▶ **Problem requirements**
Each entry that follows should be set down precisely, with its pictures removed.

Dataset entries
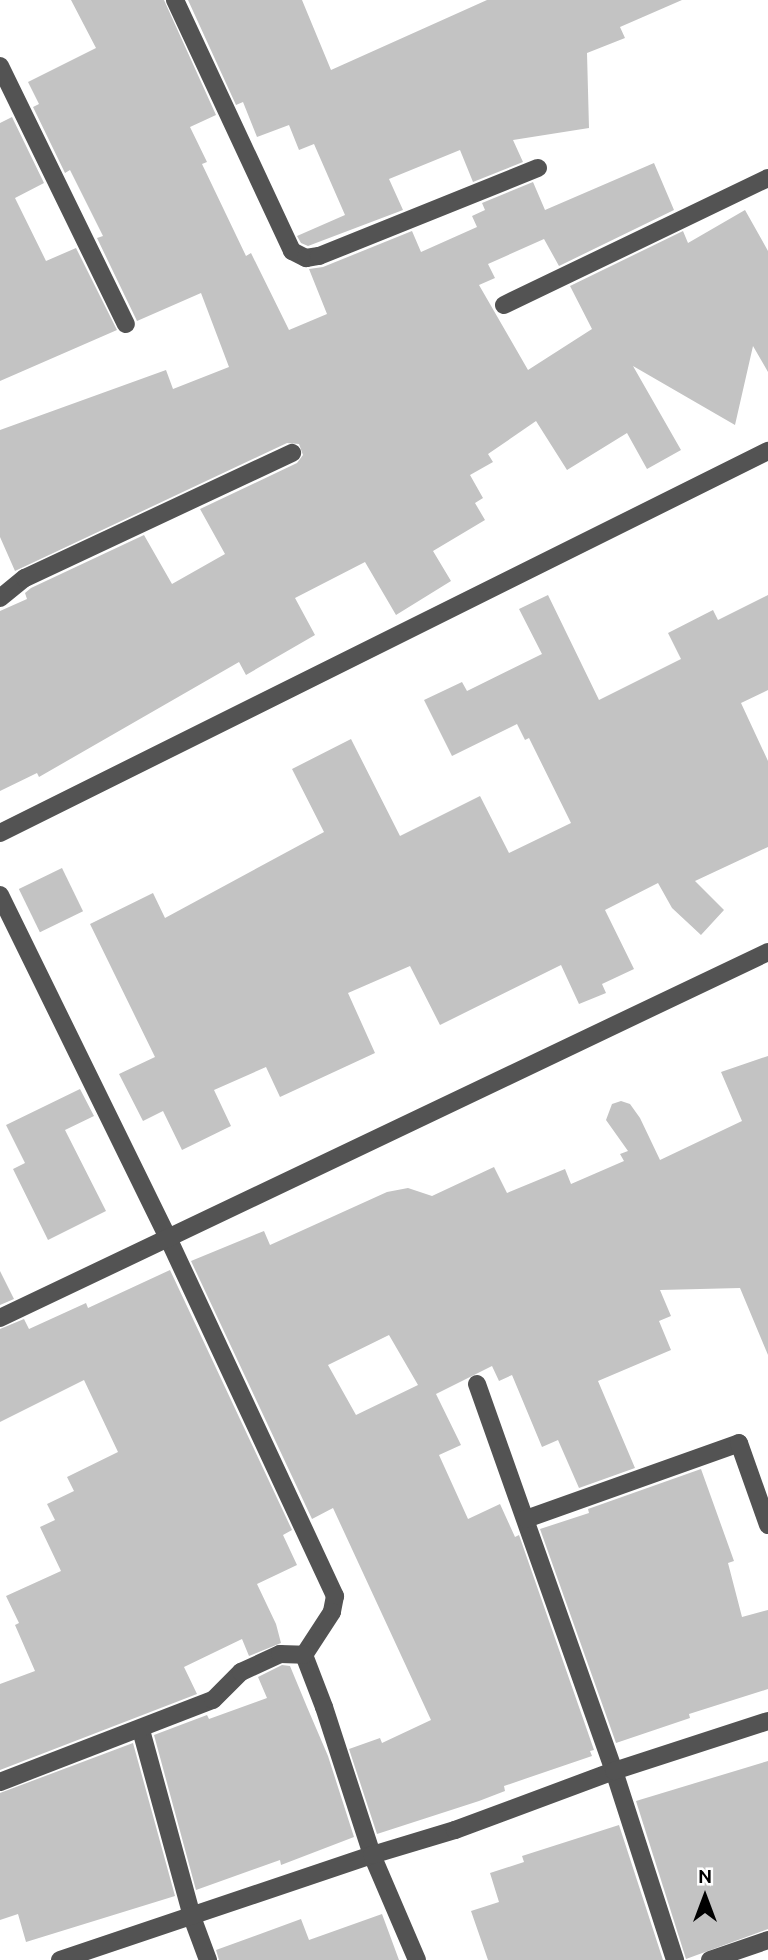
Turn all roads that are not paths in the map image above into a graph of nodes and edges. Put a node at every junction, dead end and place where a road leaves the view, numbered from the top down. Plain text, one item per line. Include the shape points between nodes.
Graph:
1 (175, 0) edge
2 (0, 66) edge
3 (538, 168) dead end
4 (768, 178) edge
5 (504, 305) dead end
6 (126, 324) dead end
7 (768, 451) edge
8 (292, 453) dead end
9 (0, 598) edge
10 (0, 833) edge
11 (0, 895) edge
12 (768, 952) edge
13 (169, 1240) junction
14 (0, 1318) edge
15 (477, 1384) dead end
16 (526, 1518) junction
17 (768, 1525) edge
18 (304, 1655) junction
19 (768, 1721) edge
20 (141, 1730) junction
21 (614, 1771) junction
22 (0, 1782) edge
23 (372, 1855) junction
24 (192, 1917) junction
25 (768, 1940) edge
26 (60, 1960) edge
27 (208, 1960) edge
28 (417, 1960) edge
29 (675, 1960) edge
30 (710, 1960) edge

1 - 3 street via 292,251 306,258
2 - 6 street
4 - 5 street
7 - 10 street
8 - 9 street via 24,578
11 - 13 street
12 - 13 street
13 - 14 street
13 - 18 street via 335,1596 332,1612
15 - 16 street
16 - 17 street via 739,1443
16 - 21 street
18 - 20 street via 280,1654 260,1663 241,1672 212,1700
18 - 23 street
19 - 21 street
20 - 22 street
20 - 24 street
21 - 23 street via 455,1830
21 - 29 street
23 - 24 street
23 - 28 street
24 - 26 street
24 - 27 street
25 - 30 street

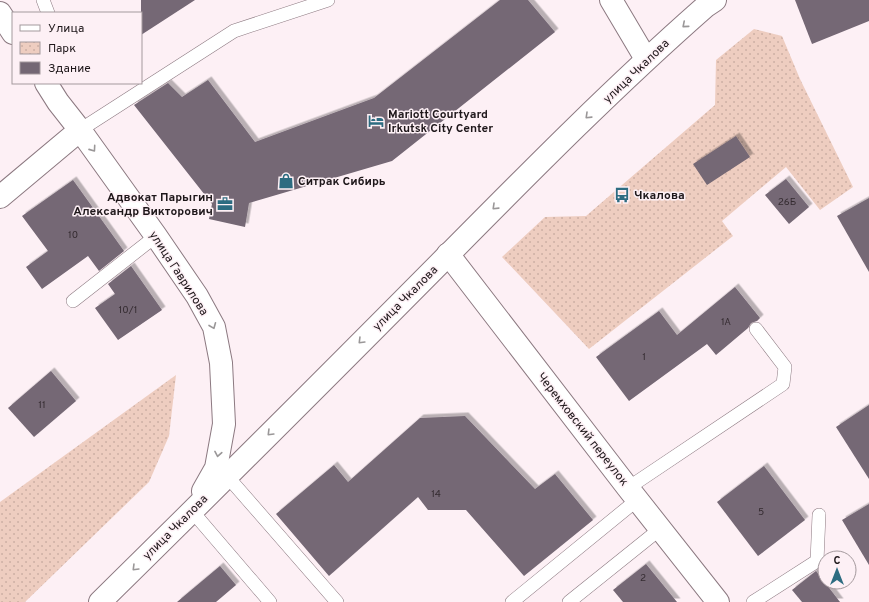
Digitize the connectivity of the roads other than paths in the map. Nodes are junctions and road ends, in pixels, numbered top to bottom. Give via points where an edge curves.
1 (43, 0) edge
2 (328, 0) edge
3 (611, 0) edge
4 (715, 0) edge
5 (48, 12) edge
6 (0, 13) edge
7 (12, 31) edge
8 (646, 60) junction
9 (47, 84) edge
10 (58, 92) edge
11 (80, 130) junction
12 (0, 196) edge
13 (156, 236) junction
14 (448, 254) junction
15 (73, 301) dead end
16 (756, 329) dead end
17 (227, 476) junction
18 (633, 494) junction
19 (192, 511) junction
20 (819, 515) dead end
21 (660, 529) junction
22 (100, 602) edge
23 (270, 602) edge
24 (337, 602) edge
25 (512, 602) edge
26 (569, 602) edge
27 (718, 602) edge
28 (753, 602) edge

1 - 5 lane
2 - 11 lane via 234,31
3 - 8 main road
4 -> 8 main road, улица Чкалова
6 - 7 main road
8 -> 14 main road, улица Чкалова
9 - 10 main road, улица Гаврилова
10 - 11 main road, улица Гаврилова
11 - 12 main road
11 -> 13 main road, улица Гаврилова
13 - 15 lane
13 -> 19 main road, улица Гаврилова via 197,296 214,327 221,364 224,424 216,468
14 -> 17 main road, улица Чкалова
14 - 18 main road, Черемховский переулок
16 - 18 lane via 785,367 783,384
17 - 19 main road, улица Чкалова
17 - 24 lane
18 - 21 main road, Черемховский переулок
18 - 25 lane
19 -> 22 main road, улица Чкалова
19 - 23 lane
20 - 28 lane via 817,561
21 - 26 lane
21 - 27 main road, Черемховский переулок

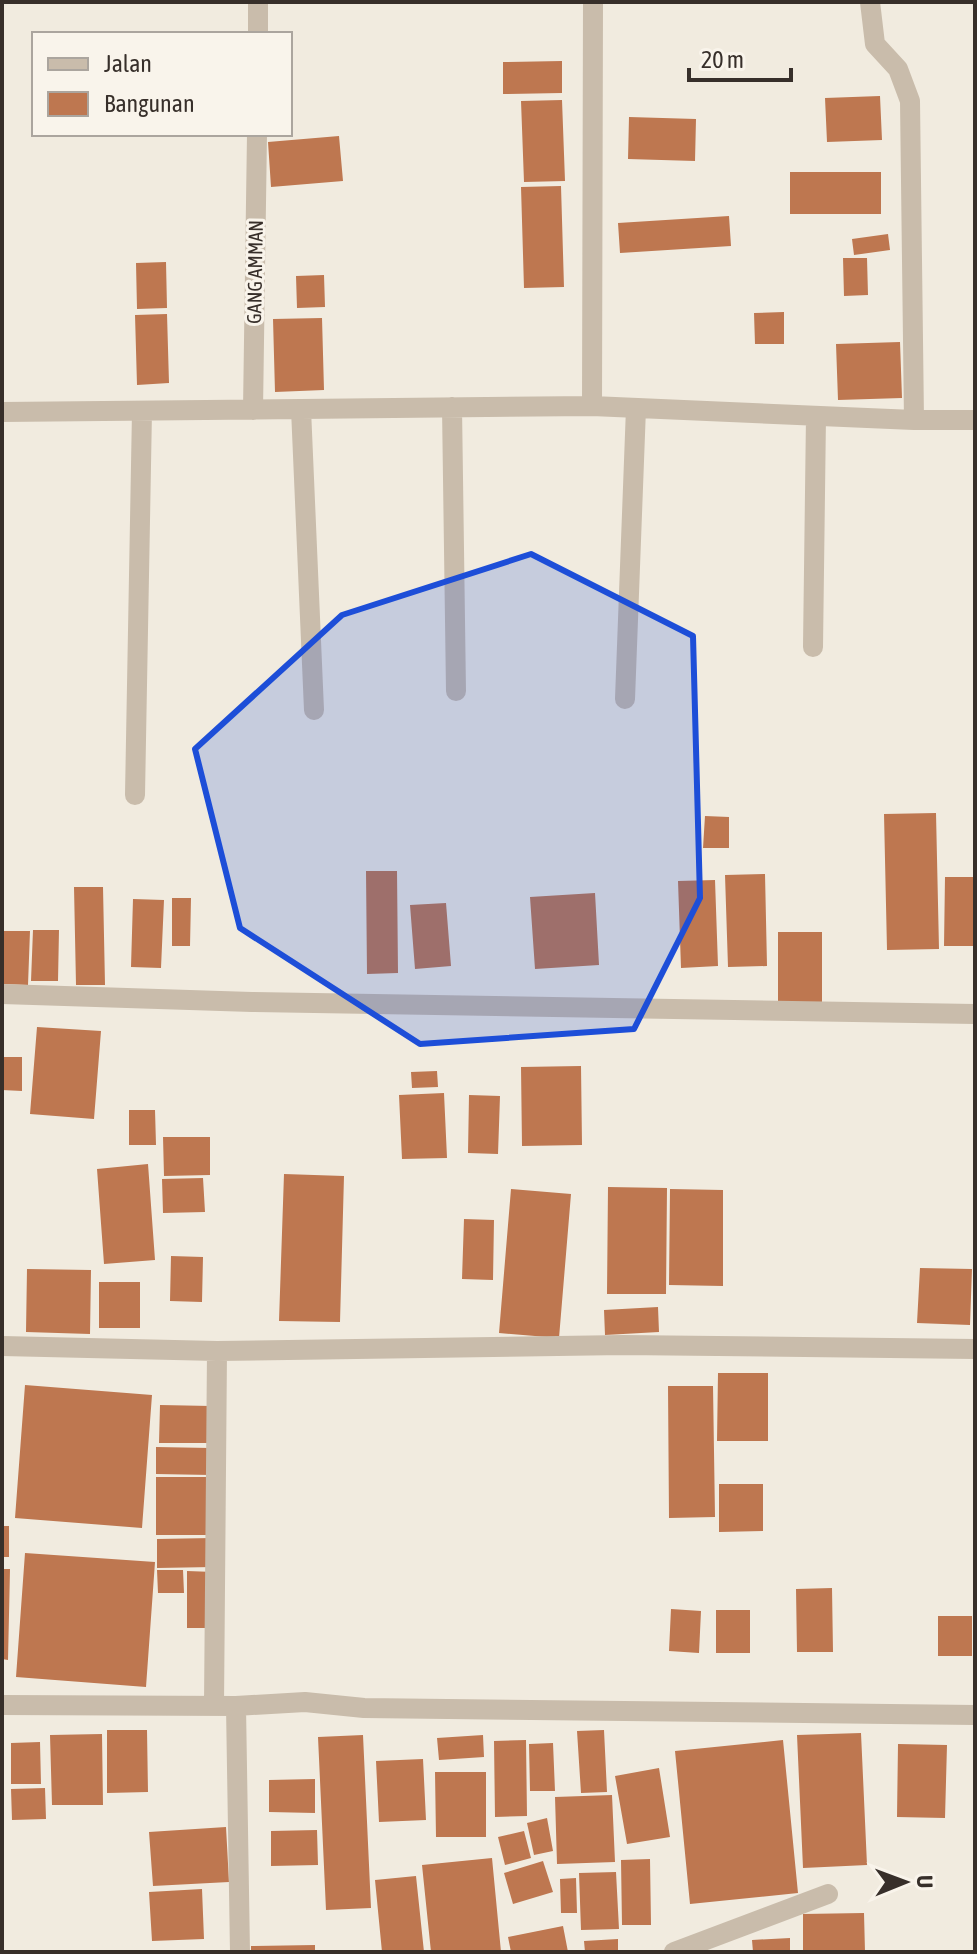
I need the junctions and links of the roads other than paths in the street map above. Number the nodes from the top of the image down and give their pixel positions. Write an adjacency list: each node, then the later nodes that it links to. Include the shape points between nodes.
1 (258, 2): 4 (street)
2 (593, 2): 6 (street)
3 (870, 2): 14 (street, via 875,44 898,69 910,101)
4 (258, 32)
5 (257, 136): 10 (street, GANG AMMAN)
6 (592, 406): 7 (street); 8 (street)
7 (452, 407): 9 (street); 17 (street)
8 (636, 408): 13 (street); 18 (street)
9 (301, 409): 10 (street); 19 (street)
10 (253, 410): 11 (street)
11 (142, 411): 12 (street); 20 (street)
12 (2, 412)
13 (816, 416): 14 (street); 16 (street)
14 (914, 420): 15 (street)
15 (975, 420)
16 (813, 647)
17 (456, 691)
18 (625, 699)
19 (314, 710)
20 (135, 795)
21 (2, 994): 22 (street)
22 (975, 1014)
23 (2, 1346): 25 (street)
24 (975, 1349): 25 (street, via 623,1345)
25 (217, 1351): 27 (street)
26 (2, 1705): 27 (street)
27 (214, 1706): 28 (street)
28 (236, 1706): 29 (street, via 305,1702 364,1708); 31 (street)
29 (975, 1715)
30 (828, 1894): 32 (street)
31 (240, 1952)
32 (674, 1952)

▶ **Exercise solution**
Turn all roads that are not paths in the map image above into a graph of nodes and edges. Put a node at every junction, dead end and place where a road leaves the view, numbered from the top down. Plain text, one item per line. Include the shape points between nodes.
Graph:
1 (175, 0) edge
2 (0, 66) edge
3 (538, 168) dead end
4 (768, 178) edge
5 (504, 305) dead end
6 (126, 324) dead end
7 (768, 451) edge
8 (292, 453) dead end
9 (0, 598) edge
10 (0, 833) edge
11 (0, 895) edge
12 (768, 952) edge
13 (169, 1240) junction
14 (0, 1318) edge
15 (477, 1384) dead end
16 (526, 1518) junction
17 (768, 1525) edge
18 (304, 1655) junction
19 (768, 1721) edge
20 (141, 1730) junction
21 (614, 1771) junction
22 (0, 1782) edge
23 (372, 1855) junction
24 (192, 1917) junction
25 (768, 1940) edge
26 (60, 1960) edge
27 (208, 1960) edge
28 (417, 1960) edge
29 (675, 1960) edge
30 (710, 1960) edge

1 - 3 street via 292,251 306,258
2 - 6 street
4 - 5 street
7 - 10 street
8 - 9 street via 24,578
11 - 13 street
12 - 13 street
13 - 14 street
13 - 18 street via 335,1596 332,1612
15 - 16 street
16 - 17 street via 739,1443
16 - 21 street
18 - 20 street via 280,1654 260,1663 241,1672 212,1700
18 - 23 street
19 - 21 street
20 - 22 street
20 - 24 street
21 - 23 street via 455,1830
21 - 29 street
23 - 24 street
23 - 28 street
24 - 26 street
24 - 27 street
25 - 30 street

Digitize the connectivity of the roads other than paths in the map. Nodes are junctions and road ends, in pixels, numbered top to bottom. Give via points where an edge curves.
1 (43, 0) edge
2 (328, 0) edge
3 (611, 0) edge
4 (715, 0) edge
5 (48, 12) edge
6 (0, 13) edge
7 (12, 31) edge
8 (646, 60) junction
9 (47, 84) edge
10 (58, 92) edge
11 (80, 130) junction
12 (0, 196) edge
13 (156, 236) junction
14 (448, 254) junction
15 (73, 301) dead end
16 (756, 329) dead end
17 (227, 476) junction
18 (633, 494) junction
19 (192, 511) junction
20 (819, 515) dead end
21 (660, 529) junction
22 (100, 602) edge
23 (270, 602) edge
24 (337, 602) edge
25 (512, 602) edge
26 (569, 602) edge
27 (718, 602) edge
28 (753, 602) edge

1 - 5 lane
2 - 11 lane via 234,31
3 - 8 main road
4 -> 8 main road, улица Чкалова
6 - 7 main road
8 -> 14 main road, улица Чкалова
9 - 10 main road, улица Гаврилова
10 - 11 main road, улица Гаврилова
11 - 12 main road
11 -> 13 main road, улица Гаврилова
13 - 15 lane
13 -> 19 main road, улица Гаврилова via 197,296 214,327 221,364 224,424 216,468
14 -> 17 main road, улица Чкалова
14 - 18 main road, Черемховский переулок
16 - 18 lane via 785,367 783,384
17 - 19 main road, улица Чкалова
17 - 24 lane
18 - 21 main road, Черемховский переулок
18 - 25 lane
19 -> 22 main road, улица Чкалова
19 - 23 lane
20 - 28 lane via 817,561
21 - 26 lane
21 - 27 main road, Черемховский переулок

I need the junctions and links of the roads other than paths in the street map above. Number the nodes from the top of the image down and give their pixel positions. Write an adjacency list: each node, then the later nodes that it links to. Include the shape points between nodes.
1 (258, 2): 4 (street)
2 (593, 2): 6 (street)
3 (870, 2): 14 (street, via 875,44 898,69 910,101)
4 (258, 32)
5 (257, 136): 10 (street, GANG AMMAN)
6 (592, 406): 7 (street); 8 (street)
7 (452, 407): 9 (street); 17 (street)
8 (636, 408): 13 (street); 18 (street)
9 (301, 409): 10 (street); 19 (street)
10 (253, 410): 11 (street)
11 (142, 411): 12 (street); 20 (street)
12 (2, 412)
13 (816, 416): 14 (street); 16 (street)
14 (914, 420): 15 (street)
15 (975, 420)
16 (813, 647)
17 (456, 691)
18 (625, 699)
19 (314, 710)
20 (135, 795)
21 (2, 994): 22 (street)
22 (975, 1014)
23 (2, 1346): 25 (street)
24 (975, 1349): 25 (street, via 623,1345)
25 (217, 1351): 27 (street)
26 (2, 1705): 27 (street)
27 (214, 1706): 28 (street)
28 (236, 1706): 29 (street, via 305,1702 364,1708); 31 (street)
29 (975, 1715)
30 (828, 1894): 32 (street)
31 (240, 1952)
32 (674, 1952)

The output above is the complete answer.